Languages

No share of the oil wealth

The island of Kolguyev has a primarily Nenets population.

KOLGUYEV: Russia has produced oil for hundreds of millions on this island in the Barents Sea, but the local Nenets people have not seen much of the income. Today, they were visited by the Nansen Memorial Expedition.

Location

During the night “Professor Molchanov” made her way from the shores of the Kanin Peninsula towards the island of Kolguyev in the eastern Barents Sea. We approached quite slowly. This is really shallow waters and when it was less than four meter depth, the captain decided to lower the anchor. From our position there was still four kilometers to go before coming onshore.

Four kilometers in a zodiac with wind and waves makes you wet. For me, very wet; I volunteered to sit in front to balance the weight better. I could also tell you about the sandbanks so near the surface that our zodiac touched the bottom several times. After a 45 minutes “ride” we come to shore near the only village on the island; Bugrino.

We are met by two officials; one policeman and another working with border zone control. Both are checking out passport thoroughly before cross-checking on the list. I have been to Russia enough times not to ask, but still have to reflect over the stupidity of having a border zone regime on an isolated Arctic island when the arriving visitors already have passed immigration control upon arrival to the Federation. 

There are two settlements on Kolguyev. Here in Bugrino live mainly Nenets people that for ages have had their reindeers on the island. The other settlement is the barracks with fly-in, fly-out oil workers on the other side of the 3,500 square kilometer big island. 

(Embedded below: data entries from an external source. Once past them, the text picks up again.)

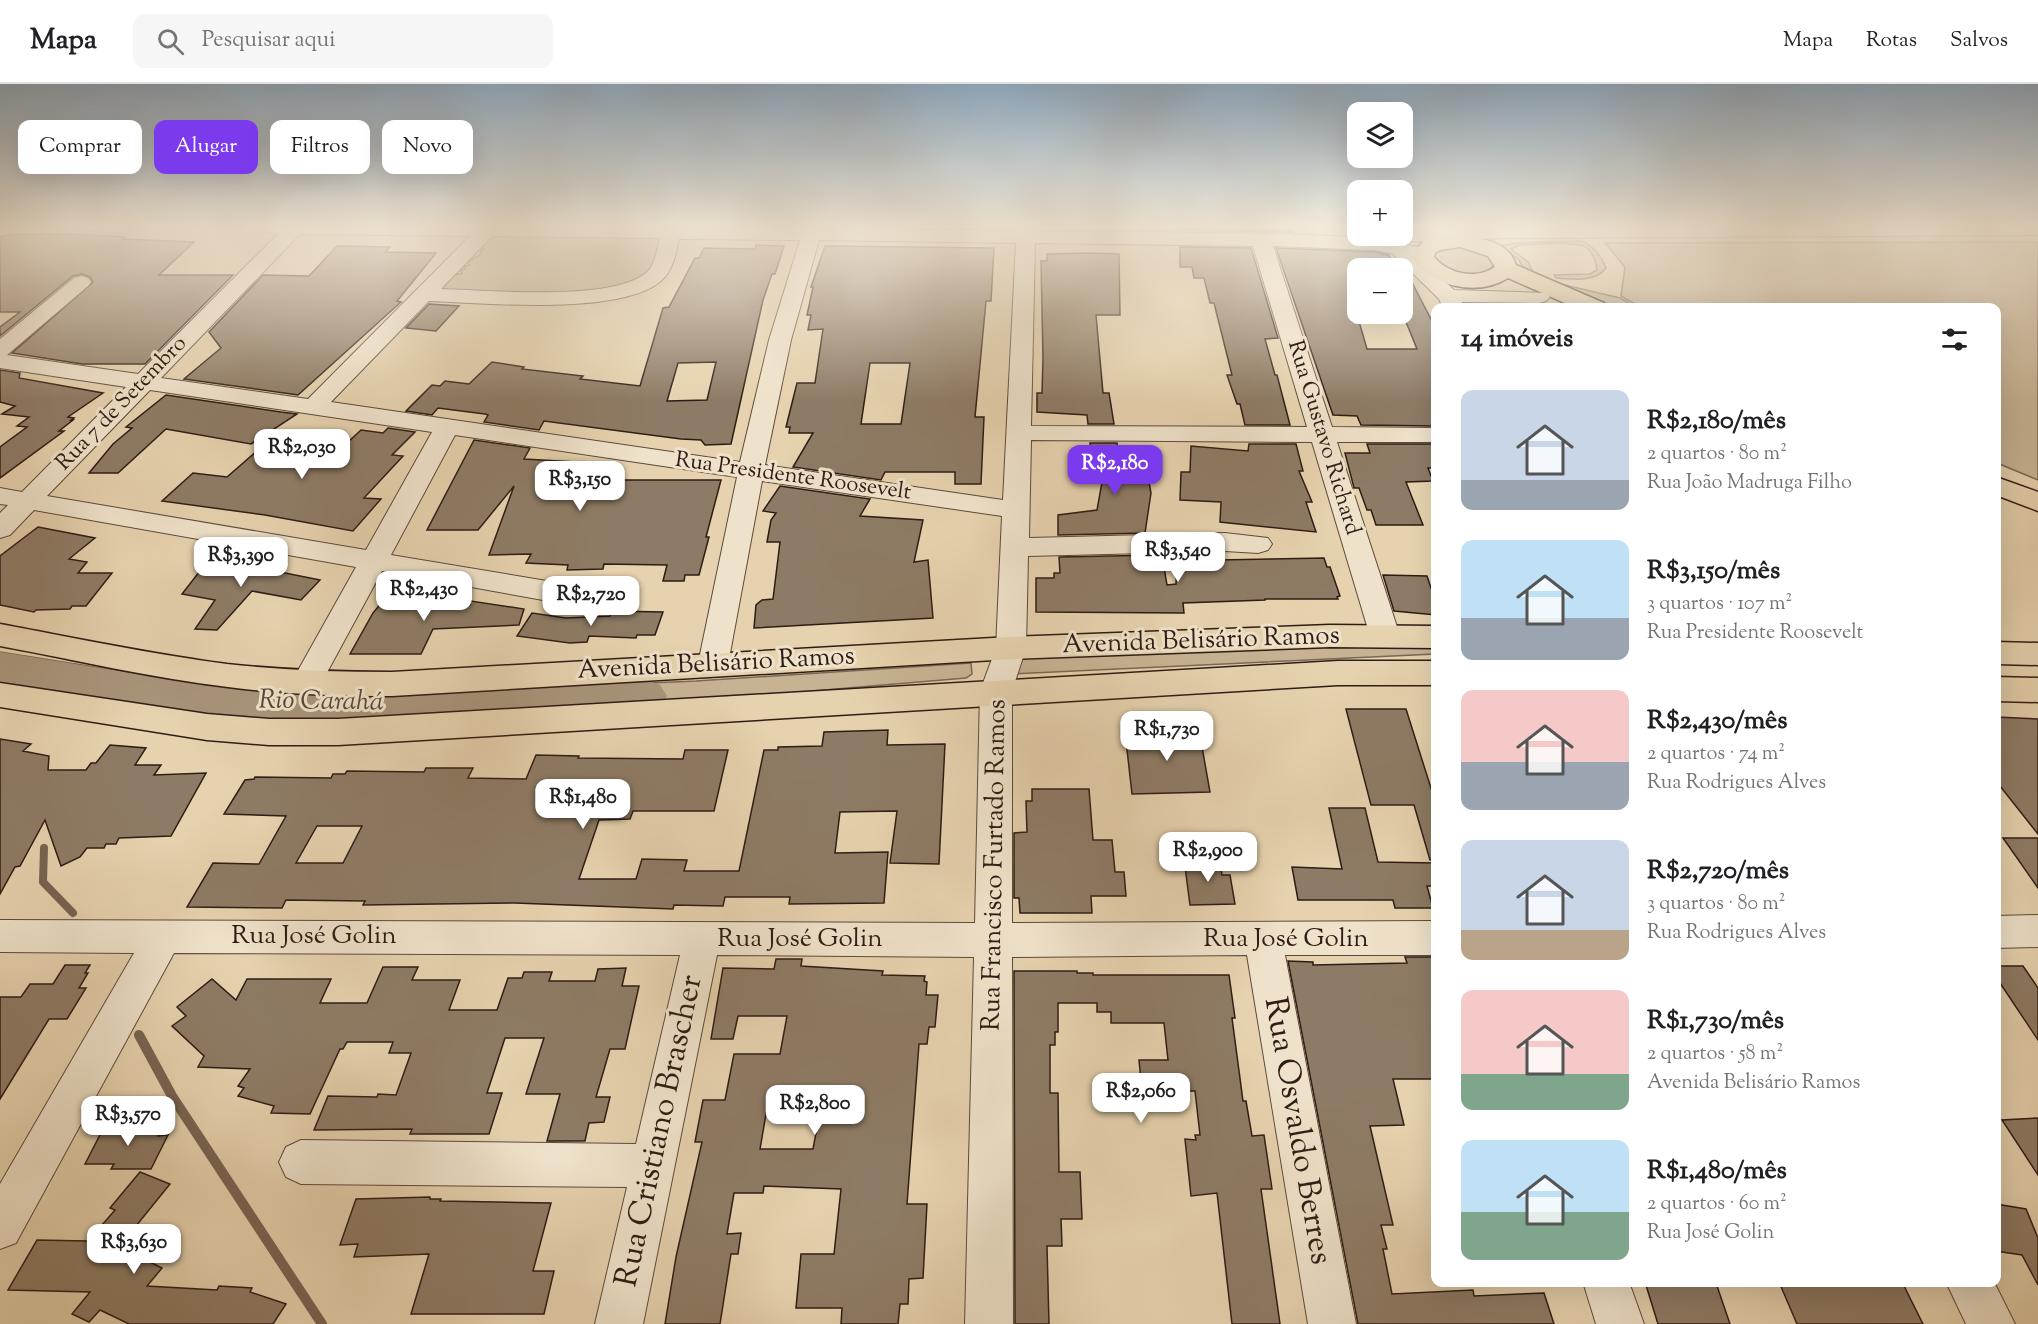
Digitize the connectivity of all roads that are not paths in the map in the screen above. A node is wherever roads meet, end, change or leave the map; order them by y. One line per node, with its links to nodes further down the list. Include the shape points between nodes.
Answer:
1 (76, 286): 17 (street)
2 (237, 286): 19 (street, Rua 7 de Setembro)
3 (432, 286): 12 (street)
4 (639, 286): 12 (street, via 620,293 582,297)
5 (796, 286): 25 (street)
6 (1024, 286): 22 (street, Rua Francisco Furtado Ramos)
7 (1285, 286): 23 (street, Rua Gustavo Richard)
8 (1446, 286): 14 (street)
9 (1472, 286): 14 (street)
10 (1520, 286): 13 (main road)
11 (1536, 286): 16 (main road)
12 (423, 295): 20 (street)
13 (1539, 297): 14 (street); 15 (main road)
14 (1451, 302)
15 (1553, 303)
16 (1582, 303)
17 (0, 350)
18 (0, 361): 19 (street, Rua Presidente Roosevelt)
19 (143, 382): 20 (street, Rua Presidente Roosevelt); 30 (street, Rua 7 de Setembro)
20 (313, 407): 21 (street, Rua Presidente Roosevelt)
21 (448, 426): 25 (street, Rua Presidente Roosevelt); 36 (street)
22 (1019, 433): 23 (street); 32 (street, Rua Francisco Furtado Ramos)
23 (1322, 435): 24 (street); 39 (street, Rua Gustavo Richard)
24 (1431, 435)
25 (751, 471): 32 (street, Rua Presidente Roosevelt); 44 (street)
26 (2001, 473): 28 (main road)
27 (2001, 486): 31 (main road)
28 (2038, 488)
29 (0, 496): 30 (street)
30 (28, 501): 33 (street, Rua 7 de Setembro); 36 (street)
31 (2038, 502)
32 (1016, 510): 35 (street, Rua Francisco Furtado Ramos)
33 (0, 529)
34 (1258, 544): 35 (street)
35 (1014, 547): 41 (street, Rua Francisco Furtado Ramos)
36 (374, 561): 37 (street); 46 (street)
37 (571, 595)
38 (0, 634): 46 (main road, Avenida Belisário Ramos, via 188,669)
39 (1384, 636): 40 (main road, Avenida Belisário Ramos); 41 (main road, Avenida Belisário Ramos)
40 (1431, 636)
41 (1011, 648): 44 (main road, Avenida Belisário Ramos); 49 (street, Rua Francisco Furtado Ramos)
42 (2001, 653): 43 (main road)
43 (2038, 654)
44 (713, 664): 46 (main road, Avenida Belisário Ramos, via 392,684)
45 (1431, 673): 49 (main road, Avenida Belisário Ramos, via 1338,673)
46 (306, 683)
47 (2001, 689): 48 (main road)
48 (2038, 690)
49 (996, 691): 50 (main road, Avenida Belisário Ramos, via 338,732 207,727); 58 (street, Rua Francisco Furtado Ramos)
50 (0, 695)
51 (2038, 931): 52 (street)
52 (2001, 932)
53 (164, 935): 54 (street, Rua José Golin); 56 (street, Rua José Golin); 61 (street)
54 (0, 936)
55 (1431, 938): 57 (street, Rua José Golin)
56 (702, 939): 58 (street, Rua José Golin); 60 (street, Rua Cristiano Brascher)
57 (1263, 939): 58 (street, Rua José Golin); 66 (street, Rua Osvaldo Berres)
58 (993, 940): 65 (street, Rua Francisco Furtado Ramos)
59 (301, 1162): 60 (street)
60 (653, 1166): 64 (street, Rua Cristiano Brascher)
61 (0, 1227)
62 (1608, 1287): 67 (street)
63 (1972, 1287): 68 (street)
64 (619, 1324)
65 (989, 1324)
66 (1332, 1324)
67 (1620, 1324)
68 (1991, 1324)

For one or another reason; the name Kolguyev comes from the Finnish word “Kolmen” that means three, describing the triangle-formed shape of the island. 

The oilfield was developed from 1983, with production from 1985. Since then, the Arcticneft company has produced 1,8 million tons of oil from the field. That is a considerable amount of oil. 

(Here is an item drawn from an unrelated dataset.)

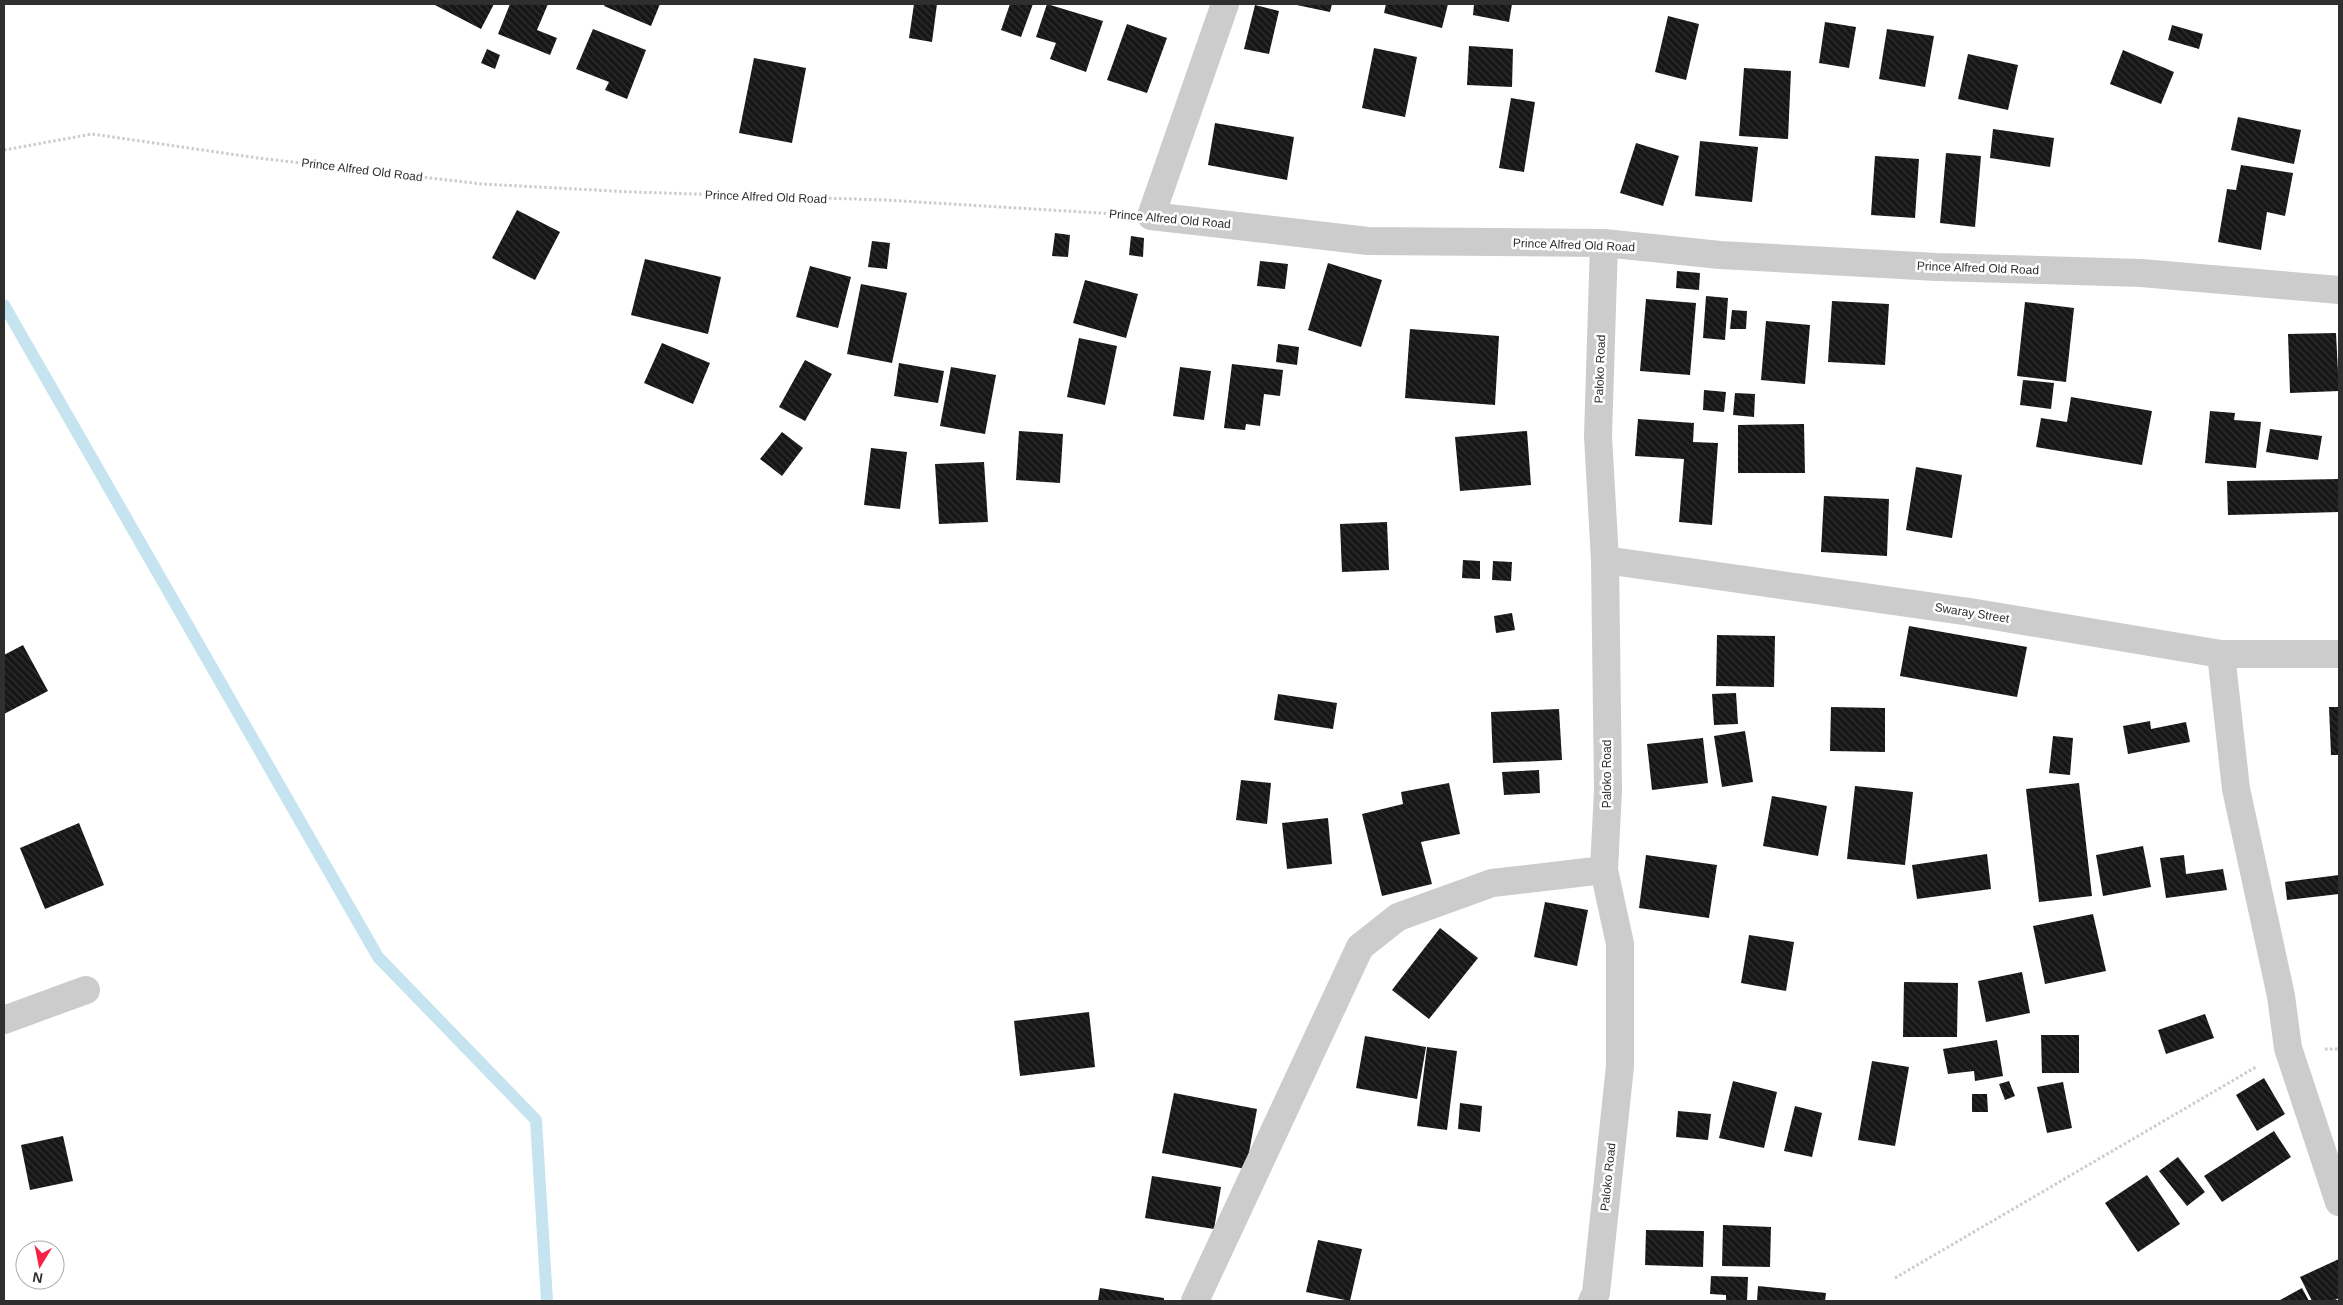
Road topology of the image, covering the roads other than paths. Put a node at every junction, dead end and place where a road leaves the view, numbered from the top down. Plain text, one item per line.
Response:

Now, the resources in the wells are soon coming to an end and oil production on Kolguyev will stop.

I couldn’t see any of that income in the Bugrino village where the around 300 Nenets people on the island are living. In fact, the village reminded me too much of my trips to Siberia in 1990 and 1991 when the villages of indigenous people of the north where highly depressing due to overflow of vodka. At the local store in Bugrino they told that there is a ban on alcohol sale today, an ban that obviously doesn’t hinder alcohol from setting its footprint on the society. 

But, don’t misunderstand, this Nenets settlement also has its shining corners and first of all the friendly people. Nearly every house has a “banja” – Russian for sauna. The wooden fired saunas are placed a few meters from the main buildings like in most countryside villages throughout Russia. 

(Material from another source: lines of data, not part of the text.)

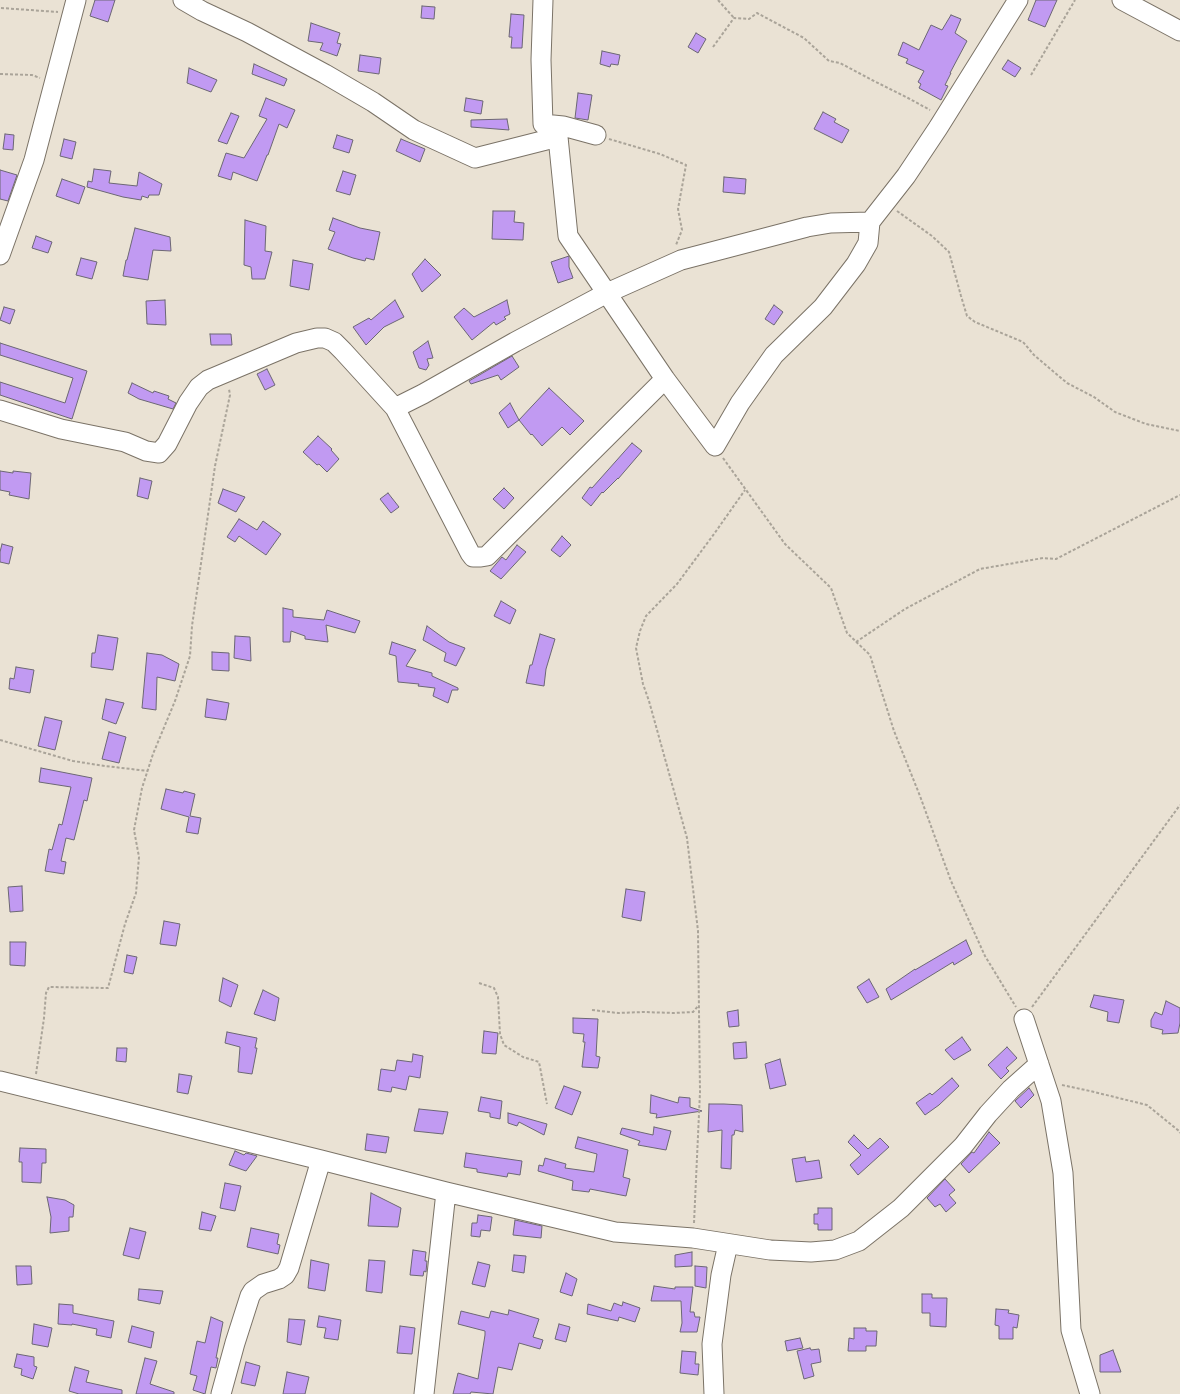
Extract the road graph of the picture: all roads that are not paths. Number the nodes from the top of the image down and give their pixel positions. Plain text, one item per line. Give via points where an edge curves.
1 (184, 0) edge
2 (542, 0) edge
3 (1018, 0) edge
4 (1122, 0) edge
5 (74, 7) edge
6 (1180, 31) edge
7 (542, 124) junction
8 (596, 136) road end
9 (558, 137) junction
10 (870, 222) junction
11 (0, 255) edge
12 (607, 292) junction
13 (665, 379) junction
14 (395, 408) junction
15 (0, 410) edge
16 (1024, 1019) road end
17 (1039, 1064) junction
18 (0, 1081) edge
19 (322, 1160) junction
20 (446, 1192) junction
21 (728, 1244) junction
22 (221, 1394) edge
23 (424, 1394) edge
24 (714, 1394) edge
25 (1090, 1394) edge

1 - 9 street via 325,74 414,130 475,158
2 - 7 street
3 - 10 street via 938,128 906,176
4 - 6 street
5 - 11 street via 34,160
7 - 8 street via 563,126
7 - 9 street
9 - 12 street via 568,236
10 - 12 street via 831,223 807,227 682,260
10 - 13 street via 868,243 856,264 823,307 774,355 715,446
12 - 13 street
12 - 14 street
13 - 14 street via 487,556 481,557 470,553
14 - 15 street via 343,350 325,338 296,343 208,380 199,387 167,444 159,453 146,451 126,442 61,429
16 - 17 street
17 - 21 street via 1011,1089 963,1146 901,1208 859,1241 835,1250 810,1252
17 - 25 street via 1051,1101 1063,1173 1071,1330
18 - 19 street
19 - 20 street
19 - 22 street via 289,1268 285,1276 263,1284 250,1296
20 - 21 street via 615,1232 693,1238
20 - 23 street
21 - 24 street via 721,1275 712,1344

Tatiana Michailnova Romanenko is head of the local reindeer herders association. I visited her office together with Jan-Gunnar Winther, director of the Norwegian Polar Institute. Tatiana sees a bright future for the reindeer business on Kolguyev. After years with nearly no funding from the Nenets Autonomous Okrug, the village have now received 41 million rubles to build a new slaughterhouse. The plan is to sell reindeer hides to China. Globalization has also reached the Nenets village of Bugrino.

There are 6,000 reindeers on Kolguyev.

Tatiana herself has stayed four years on Kolguyev and will soon move back to Naryan-Mar where she works for the regional research institute.  

August is the season for cloudberry. And never in my life have I seen more cloudberries, they surround the entire village and likely most of the tundra vegetation on the island. From my shoes to the horizon; all covered with this highly tasty orange-colored berry, by many named the “gold of the Barents Region.”

It will be wrong of me to elaborate any further about life on the island. Who am I, and how can a one-day visit to a totally (for me) strange tundra culture teach me anything?  Let me just repeat the words of an old Nenets babushka that came down to the shore before we placed our Zodiac on the water again: “I am just here to watch you.” 

Fridtjof Nansen was also fascinated by the life and culture of the indigenous people of Russia’s north. In his book “Through Siberia” published in 1914, Nansen writes: 

“The European civilization cannot give them much of value. On the other hand, it gives them new habits and needs that it is difficult to satisfy in their way of life. Therefore, many of them that are much in contact with the Russians, run into greater and greater poverty.”

Nansen’s way of describing the indigenous people in Siberia reads rather racist-like seen with our eyes a hundred years later in history. This is what he wrote after some Nenets people were invited on board: 

“….came pattering up the gangway, really not unlike monkeys. They moved carefully around, gazing at all the strange things they saw in the impressing ship…”   

The above mentioned quotes were presented to us in a lecture by Øyvind Ravna, a law professor with the University of Tromsø, one of the co-organizers of the Nansen Memorial Expedition. Øyvind Ranva has travelled throughout the Russian tundra and written several books about the indigenous peoples in this part of the Arctic.

By evening “Professor Molchanov” set sail straight north towards the island of Vaygach and the Kara Sea, the waters where Fridtjof Nansen met huge amounts of pack-ice when he sailed here with the cargo-vessel “Correct” one hundred years ago.